ABOUT THIS TASK -
What is the number of lines in these records that hold the word "edges"? Reply with that number alone.

BEGIN TASK DATA

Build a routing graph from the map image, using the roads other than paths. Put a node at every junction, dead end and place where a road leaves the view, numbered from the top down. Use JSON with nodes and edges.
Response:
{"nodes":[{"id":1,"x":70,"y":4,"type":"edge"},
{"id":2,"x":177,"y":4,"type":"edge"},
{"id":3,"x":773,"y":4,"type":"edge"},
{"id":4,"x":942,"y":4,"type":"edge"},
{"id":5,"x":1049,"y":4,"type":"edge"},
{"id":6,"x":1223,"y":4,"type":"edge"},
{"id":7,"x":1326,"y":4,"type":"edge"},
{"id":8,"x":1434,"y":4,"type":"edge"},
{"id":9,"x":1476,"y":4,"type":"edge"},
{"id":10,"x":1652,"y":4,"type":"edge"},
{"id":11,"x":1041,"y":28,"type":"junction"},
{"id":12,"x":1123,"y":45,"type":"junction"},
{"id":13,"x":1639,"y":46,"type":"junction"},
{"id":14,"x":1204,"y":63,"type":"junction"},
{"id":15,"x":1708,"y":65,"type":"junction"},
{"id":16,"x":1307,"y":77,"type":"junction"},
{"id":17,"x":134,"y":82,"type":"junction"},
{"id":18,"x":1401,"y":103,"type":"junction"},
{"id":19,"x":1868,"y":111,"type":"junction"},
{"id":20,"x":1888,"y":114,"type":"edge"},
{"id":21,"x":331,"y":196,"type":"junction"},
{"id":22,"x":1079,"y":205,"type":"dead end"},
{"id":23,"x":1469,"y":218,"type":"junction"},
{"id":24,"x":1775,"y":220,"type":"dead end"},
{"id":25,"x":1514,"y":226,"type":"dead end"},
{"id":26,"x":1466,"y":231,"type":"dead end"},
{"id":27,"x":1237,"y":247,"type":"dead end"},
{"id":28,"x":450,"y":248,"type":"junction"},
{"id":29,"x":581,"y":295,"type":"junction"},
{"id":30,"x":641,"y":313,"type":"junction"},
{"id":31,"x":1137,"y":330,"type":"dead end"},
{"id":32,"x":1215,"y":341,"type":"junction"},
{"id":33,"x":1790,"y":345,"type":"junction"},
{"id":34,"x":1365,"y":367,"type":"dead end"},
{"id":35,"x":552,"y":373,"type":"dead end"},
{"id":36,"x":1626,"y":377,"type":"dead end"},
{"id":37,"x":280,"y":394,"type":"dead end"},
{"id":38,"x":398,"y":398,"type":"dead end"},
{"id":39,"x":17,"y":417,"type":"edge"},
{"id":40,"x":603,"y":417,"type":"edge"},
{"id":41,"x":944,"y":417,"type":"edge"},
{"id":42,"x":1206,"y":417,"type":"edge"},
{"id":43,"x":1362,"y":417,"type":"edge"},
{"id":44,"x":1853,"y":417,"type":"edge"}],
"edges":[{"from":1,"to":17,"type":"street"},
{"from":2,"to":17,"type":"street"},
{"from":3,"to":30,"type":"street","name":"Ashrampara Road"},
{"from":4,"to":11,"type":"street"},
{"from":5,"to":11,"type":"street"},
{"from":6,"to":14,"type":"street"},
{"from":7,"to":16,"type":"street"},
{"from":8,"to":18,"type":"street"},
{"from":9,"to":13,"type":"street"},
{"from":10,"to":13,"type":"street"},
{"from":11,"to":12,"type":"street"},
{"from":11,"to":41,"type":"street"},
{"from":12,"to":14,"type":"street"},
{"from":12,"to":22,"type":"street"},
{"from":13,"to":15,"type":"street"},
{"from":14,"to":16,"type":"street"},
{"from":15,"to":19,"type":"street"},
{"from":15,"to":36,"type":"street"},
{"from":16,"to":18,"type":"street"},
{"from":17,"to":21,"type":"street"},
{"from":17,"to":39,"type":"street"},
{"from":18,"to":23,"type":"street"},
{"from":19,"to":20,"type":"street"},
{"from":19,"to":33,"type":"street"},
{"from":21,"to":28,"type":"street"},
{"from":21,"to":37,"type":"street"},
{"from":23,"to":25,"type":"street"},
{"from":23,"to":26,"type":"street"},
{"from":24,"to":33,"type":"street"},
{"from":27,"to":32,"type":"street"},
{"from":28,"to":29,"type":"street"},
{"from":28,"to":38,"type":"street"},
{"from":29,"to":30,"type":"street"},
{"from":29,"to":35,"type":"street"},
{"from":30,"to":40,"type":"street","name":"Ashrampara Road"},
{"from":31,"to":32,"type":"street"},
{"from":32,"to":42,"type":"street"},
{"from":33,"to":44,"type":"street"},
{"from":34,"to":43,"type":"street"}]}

END TASK DATA

RESULT -
2